[RECORDS SHOWN — start]

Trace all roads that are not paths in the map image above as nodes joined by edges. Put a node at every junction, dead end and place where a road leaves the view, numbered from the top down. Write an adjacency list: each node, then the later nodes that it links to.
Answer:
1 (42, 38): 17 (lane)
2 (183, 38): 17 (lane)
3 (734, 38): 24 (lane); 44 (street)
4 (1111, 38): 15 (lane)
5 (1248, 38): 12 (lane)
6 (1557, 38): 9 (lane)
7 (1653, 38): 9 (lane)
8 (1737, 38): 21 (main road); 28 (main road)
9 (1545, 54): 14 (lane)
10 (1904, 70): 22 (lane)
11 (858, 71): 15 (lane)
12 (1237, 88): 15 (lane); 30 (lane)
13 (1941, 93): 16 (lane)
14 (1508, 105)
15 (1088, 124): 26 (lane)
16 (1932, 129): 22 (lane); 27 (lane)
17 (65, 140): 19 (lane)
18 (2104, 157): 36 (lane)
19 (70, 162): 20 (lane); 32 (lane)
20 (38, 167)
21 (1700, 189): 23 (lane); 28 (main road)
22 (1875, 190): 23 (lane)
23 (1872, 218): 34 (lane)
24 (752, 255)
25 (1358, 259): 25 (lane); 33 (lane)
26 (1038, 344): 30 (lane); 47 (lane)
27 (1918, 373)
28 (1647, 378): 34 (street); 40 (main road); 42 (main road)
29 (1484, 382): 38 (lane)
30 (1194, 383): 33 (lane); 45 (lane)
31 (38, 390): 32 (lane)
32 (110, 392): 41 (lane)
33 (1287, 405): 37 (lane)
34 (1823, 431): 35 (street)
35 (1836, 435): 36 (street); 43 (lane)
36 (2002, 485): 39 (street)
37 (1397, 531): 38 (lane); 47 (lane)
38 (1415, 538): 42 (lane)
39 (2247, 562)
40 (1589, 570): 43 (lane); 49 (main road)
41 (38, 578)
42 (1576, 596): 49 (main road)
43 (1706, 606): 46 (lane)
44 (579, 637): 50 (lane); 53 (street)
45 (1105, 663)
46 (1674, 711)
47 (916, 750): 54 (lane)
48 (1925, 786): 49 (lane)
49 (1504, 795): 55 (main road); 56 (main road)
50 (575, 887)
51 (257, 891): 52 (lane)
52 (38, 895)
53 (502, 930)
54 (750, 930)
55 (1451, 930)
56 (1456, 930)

[RECORDS SHOWN — finish]

● YOUR TASK: Scanning the data above, copy out every line where "street" is found.

● SOLUTION TO THE EXERCISE:
3 (734, 38): 24 (lane); 44 (street)
28 (1647, 378): 34 (street); 40 (main road); 42 (main road)
34 (1823, 431): 35 (street)
35 (1836, 435): 36 (street); 43 (lane)
36 (2002, 485): 39 (street)
44 (579, 637): 50 (lane); 53 (street)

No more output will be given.